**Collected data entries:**
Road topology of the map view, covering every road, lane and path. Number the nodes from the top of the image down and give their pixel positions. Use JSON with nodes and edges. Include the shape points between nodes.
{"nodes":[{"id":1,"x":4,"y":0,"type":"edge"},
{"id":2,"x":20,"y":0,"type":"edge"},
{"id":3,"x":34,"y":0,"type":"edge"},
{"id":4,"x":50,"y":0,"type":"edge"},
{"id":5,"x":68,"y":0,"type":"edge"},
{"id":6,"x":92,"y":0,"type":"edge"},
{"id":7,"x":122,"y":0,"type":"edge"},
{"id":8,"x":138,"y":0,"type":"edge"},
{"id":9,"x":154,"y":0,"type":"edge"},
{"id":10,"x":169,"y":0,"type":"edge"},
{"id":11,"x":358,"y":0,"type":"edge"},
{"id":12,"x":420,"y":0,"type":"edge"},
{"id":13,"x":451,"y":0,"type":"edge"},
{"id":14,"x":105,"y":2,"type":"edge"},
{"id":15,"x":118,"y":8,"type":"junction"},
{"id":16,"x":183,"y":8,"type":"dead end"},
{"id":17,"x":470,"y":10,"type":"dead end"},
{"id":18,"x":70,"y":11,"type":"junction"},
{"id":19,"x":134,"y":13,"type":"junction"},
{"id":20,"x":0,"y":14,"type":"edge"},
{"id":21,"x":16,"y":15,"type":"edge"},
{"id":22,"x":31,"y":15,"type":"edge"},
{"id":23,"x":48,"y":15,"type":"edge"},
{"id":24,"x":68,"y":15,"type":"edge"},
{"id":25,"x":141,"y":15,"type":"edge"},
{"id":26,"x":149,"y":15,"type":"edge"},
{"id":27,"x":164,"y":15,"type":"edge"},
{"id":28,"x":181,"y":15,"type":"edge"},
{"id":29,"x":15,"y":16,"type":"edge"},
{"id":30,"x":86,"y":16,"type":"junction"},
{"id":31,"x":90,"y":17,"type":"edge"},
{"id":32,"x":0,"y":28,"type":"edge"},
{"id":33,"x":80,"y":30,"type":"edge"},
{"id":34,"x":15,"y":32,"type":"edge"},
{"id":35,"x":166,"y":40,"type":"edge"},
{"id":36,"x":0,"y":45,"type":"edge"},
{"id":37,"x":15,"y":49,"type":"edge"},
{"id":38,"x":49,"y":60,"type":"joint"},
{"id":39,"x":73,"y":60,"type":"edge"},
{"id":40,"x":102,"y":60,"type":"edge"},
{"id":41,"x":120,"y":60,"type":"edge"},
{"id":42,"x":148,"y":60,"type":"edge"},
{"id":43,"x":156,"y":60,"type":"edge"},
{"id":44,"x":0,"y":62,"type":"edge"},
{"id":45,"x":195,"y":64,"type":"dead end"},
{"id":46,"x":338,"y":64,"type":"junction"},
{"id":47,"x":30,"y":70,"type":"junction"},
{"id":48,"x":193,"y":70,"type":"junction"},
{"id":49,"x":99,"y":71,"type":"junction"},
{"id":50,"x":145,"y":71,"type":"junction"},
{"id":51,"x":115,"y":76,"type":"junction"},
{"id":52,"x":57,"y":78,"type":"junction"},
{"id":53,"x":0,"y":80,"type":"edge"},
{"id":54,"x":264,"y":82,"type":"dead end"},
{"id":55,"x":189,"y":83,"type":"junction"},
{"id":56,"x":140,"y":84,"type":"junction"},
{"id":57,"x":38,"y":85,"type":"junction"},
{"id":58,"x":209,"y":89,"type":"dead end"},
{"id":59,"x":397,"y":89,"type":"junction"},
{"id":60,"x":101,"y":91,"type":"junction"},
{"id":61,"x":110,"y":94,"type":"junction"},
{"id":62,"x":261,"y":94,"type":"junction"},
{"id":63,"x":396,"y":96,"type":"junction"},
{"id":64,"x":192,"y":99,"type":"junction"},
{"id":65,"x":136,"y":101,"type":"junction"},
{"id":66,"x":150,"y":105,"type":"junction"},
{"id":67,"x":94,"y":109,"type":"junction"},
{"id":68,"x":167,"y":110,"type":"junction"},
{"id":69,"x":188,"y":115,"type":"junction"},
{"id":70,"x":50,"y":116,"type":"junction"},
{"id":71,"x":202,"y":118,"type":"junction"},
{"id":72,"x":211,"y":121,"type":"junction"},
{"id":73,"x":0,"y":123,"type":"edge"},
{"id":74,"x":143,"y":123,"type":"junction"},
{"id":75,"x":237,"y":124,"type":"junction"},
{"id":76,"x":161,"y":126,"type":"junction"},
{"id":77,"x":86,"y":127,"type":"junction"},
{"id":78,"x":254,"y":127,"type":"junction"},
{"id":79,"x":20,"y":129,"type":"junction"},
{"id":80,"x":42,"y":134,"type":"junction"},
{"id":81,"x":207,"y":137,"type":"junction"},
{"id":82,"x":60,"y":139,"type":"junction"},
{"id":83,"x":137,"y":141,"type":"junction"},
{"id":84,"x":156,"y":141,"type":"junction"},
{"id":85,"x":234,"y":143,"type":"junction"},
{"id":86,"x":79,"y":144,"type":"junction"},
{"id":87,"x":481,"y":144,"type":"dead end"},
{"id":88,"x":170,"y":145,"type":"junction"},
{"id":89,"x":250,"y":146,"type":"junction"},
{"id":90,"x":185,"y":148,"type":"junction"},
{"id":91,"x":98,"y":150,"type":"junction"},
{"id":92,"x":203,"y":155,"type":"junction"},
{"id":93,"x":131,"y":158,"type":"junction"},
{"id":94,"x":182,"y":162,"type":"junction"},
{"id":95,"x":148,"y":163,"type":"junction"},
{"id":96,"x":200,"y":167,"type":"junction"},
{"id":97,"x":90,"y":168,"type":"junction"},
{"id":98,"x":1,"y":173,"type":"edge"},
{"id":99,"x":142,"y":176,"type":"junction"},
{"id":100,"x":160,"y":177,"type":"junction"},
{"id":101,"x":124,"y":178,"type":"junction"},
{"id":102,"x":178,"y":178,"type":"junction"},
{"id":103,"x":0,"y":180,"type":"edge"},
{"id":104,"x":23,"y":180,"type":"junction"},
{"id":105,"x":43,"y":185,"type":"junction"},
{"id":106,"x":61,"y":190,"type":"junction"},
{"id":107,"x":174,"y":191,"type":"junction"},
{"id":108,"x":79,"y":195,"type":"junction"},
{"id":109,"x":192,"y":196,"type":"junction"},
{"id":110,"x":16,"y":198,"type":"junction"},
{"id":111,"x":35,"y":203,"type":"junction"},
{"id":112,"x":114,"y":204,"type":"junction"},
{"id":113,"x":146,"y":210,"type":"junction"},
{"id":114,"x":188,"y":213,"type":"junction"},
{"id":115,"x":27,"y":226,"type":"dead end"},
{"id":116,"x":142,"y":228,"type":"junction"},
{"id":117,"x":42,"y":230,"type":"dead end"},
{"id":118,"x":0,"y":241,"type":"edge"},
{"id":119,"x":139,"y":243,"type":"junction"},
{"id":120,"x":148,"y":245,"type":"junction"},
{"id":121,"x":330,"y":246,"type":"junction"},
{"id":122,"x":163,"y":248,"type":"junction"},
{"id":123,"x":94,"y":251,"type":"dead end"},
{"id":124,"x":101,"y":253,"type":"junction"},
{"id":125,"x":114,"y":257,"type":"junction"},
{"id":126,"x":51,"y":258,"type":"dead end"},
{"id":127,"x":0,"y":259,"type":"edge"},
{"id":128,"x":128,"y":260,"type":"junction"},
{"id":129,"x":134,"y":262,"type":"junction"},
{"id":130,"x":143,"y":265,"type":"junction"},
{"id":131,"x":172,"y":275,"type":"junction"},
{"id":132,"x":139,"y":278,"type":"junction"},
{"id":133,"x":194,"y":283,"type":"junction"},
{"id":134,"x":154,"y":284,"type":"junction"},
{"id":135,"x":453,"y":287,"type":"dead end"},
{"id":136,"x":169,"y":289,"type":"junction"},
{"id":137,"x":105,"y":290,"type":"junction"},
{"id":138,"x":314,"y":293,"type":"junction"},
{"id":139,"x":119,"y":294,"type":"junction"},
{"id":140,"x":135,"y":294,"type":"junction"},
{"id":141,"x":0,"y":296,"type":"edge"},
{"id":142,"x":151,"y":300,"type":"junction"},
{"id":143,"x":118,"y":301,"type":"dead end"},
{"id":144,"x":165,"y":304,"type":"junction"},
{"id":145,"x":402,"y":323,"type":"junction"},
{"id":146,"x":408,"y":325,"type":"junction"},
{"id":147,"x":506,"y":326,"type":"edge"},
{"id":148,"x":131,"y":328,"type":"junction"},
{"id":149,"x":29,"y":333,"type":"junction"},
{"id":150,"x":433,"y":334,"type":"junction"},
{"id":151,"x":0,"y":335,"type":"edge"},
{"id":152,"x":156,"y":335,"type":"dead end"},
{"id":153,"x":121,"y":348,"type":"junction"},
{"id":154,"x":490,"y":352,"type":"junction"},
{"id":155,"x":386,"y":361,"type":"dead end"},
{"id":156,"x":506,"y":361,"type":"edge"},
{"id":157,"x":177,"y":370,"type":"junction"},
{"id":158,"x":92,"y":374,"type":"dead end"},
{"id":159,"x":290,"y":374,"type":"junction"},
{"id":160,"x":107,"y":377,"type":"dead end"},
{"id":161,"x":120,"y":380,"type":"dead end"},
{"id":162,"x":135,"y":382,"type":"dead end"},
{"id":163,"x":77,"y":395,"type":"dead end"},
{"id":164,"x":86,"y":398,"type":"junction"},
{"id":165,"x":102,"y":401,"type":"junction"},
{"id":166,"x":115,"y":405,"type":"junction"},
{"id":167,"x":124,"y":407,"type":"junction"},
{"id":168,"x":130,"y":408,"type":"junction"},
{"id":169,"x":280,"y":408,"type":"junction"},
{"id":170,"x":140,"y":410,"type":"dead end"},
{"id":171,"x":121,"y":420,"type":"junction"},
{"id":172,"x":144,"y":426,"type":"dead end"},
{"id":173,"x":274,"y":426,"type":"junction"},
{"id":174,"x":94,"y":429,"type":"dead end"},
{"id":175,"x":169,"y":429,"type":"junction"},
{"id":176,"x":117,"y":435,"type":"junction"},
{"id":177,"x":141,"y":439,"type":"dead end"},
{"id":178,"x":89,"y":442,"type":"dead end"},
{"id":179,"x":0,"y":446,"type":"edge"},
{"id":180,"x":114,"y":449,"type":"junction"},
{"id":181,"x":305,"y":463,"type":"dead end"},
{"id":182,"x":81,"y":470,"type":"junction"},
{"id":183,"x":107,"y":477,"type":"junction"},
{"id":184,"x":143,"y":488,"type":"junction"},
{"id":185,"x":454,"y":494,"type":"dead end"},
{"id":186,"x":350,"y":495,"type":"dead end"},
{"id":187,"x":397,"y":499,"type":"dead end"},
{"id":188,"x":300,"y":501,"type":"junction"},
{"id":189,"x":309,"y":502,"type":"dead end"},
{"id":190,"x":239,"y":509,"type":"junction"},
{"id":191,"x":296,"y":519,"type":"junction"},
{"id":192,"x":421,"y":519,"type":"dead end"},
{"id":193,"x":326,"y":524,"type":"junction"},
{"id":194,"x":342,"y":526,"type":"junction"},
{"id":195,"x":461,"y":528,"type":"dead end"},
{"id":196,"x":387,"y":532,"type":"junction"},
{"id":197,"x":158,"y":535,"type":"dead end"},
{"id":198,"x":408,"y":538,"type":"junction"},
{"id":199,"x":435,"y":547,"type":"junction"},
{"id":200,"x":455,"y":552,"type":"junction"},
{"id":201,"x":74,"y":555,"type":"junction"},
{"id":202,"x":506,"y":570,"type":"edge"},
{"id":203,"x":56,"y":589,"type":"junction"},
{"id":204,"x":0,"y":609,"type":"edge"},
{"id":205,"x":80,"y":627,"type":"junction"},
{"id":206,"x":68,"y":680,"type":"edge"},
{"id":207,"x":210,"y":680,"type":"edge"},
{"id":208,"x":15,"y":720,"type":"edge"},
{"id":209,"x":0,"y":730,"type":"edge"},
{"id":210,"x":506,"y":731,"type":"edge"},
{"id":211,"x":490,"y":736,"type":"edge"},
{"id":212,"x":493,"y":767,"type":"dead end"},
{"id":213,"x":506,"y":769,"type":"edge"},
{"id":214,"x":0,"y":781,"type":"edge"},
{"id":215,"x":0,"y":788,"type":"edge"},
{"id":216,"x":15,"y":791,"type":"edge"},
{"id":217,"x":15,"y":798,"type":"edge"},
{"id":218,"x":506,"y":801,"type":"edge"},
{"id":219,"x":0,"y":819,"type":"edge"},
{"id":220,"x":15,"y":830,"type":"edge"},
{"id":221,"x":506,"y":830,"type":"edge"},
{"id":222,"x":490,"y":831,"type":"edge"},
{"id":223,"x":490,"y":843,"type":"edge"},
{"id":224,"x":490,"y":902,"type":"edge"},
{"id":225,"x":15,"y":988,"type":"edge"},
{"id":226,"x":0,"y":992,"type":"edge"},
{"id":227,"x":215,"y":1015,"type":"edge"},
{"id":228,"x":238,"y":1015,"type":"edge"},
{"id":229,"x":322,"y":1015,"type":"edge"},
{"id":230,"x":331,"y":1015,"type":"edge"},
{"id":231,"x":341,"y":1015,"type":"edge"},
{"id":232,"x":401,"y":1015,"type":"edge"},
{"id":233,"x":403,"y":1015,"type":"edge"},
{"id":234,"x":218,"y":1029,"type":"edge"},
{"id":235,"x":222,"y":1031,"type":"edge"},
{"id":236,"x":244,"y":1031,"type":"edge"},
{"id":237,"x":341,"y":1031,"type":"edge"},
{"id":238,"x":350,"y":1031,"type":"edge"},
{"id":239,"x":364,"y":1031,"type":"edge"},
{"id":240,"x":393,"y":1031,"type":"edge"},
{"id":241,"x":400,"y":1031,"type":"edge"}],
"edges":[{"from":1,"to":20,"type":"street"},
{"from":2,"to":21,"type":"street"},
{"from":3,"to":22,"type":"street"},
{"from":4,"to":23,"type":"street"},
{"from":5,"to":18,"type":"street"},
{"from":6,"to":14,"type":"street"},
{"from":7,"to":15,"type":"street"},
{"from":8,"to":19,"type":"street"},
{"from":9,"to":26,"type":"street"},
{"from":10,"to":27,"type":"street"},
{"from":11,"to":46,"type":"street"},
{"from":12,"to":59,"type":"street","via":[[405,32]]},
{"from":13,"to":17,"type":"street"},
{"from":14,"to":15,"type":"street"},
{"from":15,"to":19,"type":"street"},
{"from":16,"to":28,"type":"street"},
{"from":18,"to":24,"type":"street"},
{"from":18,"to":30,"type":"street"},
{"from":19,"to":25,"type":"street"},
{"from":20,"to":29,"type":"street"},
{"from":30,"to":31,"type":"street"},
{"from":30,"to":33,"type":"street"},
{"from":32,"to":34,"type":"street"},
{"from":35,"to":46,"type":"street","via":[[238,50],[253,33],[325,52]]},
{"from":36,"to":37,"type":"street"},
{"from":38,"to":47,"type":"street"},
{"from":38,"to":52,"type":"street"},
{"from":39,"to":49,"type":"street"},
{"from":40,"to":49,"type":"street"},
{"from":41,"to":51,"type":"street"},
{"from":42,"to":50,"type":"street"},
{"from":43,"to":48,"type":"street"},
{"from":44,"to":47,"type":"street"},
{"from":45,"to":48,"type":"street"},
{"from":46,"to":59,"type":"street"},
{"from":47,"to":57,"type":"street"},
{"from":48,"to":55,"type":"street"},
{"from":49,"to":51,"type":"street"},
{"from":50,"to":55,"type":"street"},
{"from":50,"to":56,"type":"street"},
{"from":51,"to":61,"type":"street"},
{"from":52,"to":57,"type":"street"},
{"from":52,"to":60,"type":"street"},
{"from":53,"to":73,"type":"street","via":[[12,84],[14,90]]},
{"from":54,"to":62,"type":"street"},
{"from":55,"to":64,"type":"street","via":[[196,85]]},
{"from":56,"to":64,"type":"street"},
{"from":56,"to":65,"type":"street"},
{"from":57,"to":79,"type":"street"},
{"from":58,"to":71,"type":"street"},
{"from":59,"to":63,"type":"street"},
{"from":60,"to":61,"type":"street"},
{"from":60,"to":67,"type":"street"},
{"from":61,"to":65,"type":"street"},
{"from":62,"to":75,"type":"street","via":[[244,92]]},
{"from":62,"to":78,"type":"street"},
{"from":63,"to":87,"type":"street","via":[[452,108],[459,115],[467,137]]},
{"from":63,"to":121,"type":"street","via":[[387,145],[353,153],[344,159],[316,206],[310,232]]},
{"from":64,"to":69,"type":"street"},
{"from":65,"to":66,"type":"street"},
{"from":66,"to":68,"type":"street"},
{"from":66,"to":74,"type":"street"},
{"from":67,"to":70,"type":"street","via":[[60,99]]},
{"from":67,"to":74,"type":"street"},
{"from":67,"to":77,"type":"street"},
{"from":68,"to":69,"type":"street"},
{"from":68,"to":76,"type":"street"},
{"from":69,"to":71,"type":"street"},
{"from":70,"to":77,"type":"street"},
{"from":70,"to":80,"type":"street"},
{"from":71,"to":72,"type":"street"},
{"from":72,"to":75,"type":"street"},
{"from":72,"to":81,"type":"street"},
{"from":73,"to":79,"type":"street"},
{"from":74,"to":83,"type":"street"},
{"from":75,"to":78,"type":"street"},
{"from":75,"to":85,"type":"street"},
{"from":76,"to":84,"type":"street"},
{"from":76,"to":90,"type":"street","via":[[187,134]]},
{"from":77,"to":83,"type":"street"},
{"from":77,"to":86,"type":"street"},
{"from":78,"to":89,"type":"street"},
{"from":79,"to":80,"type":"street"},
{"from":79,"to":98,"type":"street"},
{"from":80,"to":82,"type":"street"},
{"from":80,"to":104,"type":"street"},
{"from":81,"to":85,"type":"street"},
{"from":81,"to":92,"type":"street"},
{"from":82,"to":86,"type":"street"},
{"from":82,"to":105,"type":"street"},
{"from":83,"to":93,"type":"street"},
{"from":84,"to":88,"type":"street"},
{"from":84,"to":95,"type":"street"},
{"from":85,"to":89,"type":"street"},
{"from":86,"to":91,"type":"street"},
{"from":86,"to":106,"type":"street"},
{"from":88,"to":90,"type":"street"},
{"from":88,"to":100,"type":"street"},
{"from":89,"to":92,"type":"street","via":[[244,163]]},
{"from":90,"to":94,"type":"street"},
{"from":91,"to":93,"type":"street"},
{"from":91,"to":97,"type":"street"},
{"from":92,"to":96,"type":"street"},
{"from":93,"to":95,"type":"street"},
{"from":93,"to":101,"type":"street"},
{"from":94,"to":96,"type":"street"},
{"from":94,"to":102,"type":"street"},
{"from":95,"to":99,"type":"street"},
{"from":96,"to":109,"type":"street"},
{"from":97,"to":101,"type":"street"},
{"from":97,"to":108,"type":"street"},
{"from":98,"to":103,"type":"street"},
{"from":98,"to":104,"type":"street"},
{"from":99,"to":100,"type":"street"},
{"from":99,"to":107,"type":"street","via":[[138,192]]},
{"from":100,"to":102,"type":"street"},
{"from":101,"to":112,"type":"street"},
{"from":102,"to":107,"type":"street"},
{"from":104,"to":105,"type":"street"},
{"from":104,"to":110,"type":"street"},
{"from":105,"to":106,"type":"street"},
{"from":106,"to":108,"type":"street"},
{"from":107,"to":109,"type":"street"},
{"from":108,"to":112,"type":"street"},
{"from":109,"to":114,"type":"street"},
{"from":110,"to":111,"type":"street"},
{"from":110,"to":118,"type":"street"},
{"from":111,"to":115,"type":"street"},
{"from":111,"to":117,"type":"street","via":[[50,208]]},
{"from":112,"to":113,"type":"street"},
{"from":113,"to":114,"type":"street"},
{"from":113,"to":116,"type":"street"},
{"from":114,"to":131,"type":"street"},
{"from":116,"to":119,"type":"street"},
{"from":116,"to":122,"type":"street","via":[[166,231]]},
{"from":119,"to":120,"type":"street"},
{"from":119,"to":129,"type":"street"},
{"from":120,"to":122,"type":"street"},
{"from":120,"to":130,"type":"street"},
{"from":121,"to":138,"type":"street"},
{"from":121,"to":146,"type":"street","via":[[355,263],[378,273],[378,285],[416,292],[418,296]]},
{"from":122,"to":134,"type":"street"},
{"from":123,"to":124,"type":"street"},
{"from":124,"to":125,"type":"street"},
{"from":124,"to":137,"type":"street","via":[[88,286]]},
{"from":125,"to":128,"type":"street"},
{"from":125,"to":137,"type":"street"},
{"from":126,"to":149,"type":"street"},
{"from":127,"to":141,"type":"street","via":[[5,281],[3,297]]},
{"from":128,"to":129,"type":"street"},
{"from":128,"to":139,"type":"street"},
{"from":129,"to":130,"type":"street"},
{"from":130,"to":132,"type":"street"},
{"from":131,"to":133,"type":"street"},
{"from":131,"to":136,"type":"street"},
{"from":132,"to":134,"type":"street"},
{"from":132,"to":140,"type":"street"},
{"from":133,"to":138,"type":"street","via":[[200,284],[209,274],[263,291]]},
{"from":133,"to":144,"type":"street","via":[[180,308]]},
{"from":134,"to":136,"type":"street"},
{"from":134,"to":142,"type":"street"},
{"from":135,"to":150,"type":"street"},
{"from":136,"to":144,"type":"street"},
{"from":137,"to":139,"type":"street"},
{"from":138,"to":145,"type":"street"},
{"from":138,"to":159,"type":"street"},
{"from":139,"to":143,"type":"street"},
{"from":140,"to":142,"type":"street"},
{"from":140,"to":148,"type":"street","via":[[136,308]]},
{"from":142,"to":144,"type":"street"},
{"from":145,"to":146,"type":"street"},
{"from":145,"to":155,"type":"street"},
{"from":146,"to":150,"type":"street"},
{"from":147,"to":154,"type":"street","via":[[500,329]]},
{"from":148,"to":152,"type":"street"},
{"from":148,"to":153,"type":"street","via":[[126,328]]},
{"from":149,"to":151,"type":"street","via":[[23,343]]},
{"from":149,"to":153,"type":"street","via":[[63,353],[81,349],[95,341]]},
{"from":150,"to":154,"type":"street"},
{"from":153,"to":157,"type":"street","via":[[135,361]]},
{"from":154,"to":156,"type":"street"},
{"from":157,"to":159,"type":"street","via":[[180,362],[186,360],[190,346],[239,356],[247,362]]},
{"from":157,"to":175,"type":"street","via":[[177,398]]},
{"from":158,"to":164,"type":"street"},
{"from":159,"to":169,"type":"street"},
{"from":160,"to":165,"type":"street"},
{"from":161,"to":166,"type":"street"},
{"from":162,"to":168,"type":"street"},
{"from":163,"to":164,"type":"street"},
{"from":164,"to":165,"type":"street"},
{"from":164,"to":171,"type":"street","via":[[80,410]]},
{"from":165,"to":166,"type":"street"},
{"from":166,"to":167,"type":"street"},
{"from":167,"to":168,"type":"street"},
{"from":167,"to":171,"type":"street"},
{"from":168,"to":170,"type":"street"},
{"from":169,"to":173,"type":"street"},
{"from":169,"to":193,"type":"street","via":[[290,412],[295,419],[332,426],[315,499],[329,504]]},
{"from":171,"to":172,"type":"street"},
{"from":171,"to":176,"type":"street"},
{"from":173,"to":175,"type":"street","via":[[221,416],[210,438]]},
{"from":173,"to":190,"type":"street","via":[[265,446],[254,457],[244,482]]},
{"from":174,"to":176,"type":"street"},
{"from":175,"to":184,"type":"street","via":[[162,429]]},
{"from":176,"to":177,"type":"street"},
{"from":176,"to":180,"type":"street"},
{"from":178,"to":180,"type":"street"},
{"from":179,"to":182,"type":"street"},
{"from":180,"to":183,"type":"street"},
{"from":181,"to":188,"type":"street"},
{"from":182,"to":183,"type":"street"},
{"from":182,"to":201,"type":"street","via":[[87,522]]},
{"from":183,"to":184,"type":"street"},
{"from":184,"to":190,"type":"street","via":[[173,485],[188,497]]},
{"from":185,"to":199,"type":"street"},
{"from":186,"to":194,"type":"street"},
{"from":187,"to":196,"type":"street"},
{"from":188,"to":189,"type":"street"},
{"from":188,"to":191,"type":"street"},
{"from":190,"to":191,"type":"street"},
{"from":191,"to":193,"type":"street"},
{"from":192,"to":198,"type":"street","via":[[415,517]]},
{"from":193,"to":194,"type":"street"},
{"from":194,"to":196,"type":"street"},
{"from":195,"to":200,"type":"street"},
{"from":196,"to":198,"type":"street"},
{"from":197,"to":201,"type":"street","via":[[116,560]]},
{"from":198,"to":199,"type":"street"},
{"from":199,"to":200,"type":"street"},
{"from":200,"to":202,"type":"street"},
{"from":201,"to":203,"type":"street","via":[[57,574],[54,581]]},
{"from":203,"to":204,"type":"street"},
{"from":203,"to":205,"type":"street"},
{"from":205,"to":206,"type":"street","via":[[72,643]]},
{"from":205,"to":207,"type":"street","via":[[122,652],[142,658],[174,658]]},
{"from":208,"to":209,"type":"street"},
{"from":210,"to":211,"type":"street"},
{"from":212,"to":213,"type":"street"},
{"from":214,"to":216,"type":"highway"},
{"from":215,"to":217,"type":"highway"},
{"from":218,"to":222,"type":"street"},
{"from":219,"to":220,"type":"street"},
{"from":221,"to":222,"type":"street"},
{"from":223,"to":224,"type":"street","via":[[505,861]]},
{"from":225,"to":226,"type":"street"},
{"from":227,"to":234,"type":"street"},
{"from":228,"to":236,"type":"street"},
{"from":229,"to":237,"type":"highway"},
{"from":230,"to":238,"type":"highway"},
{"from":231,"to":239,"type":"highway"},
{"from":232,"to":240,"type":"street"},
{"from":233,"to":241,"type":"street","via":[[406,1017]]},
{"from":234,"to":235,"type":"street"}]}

**ACTIVITY:** Scan the entries for the word "edges". Report each line that has it.

**RESPONSE AREA:**
Road topology of the map view, covering every road, lane and path. Number the nodes from the top of the image down and give their pixel positions. Use JSON with nodes and edges. Include the shape points between nodes.
"edges":[{"from":1,"to":20,"type":"street"},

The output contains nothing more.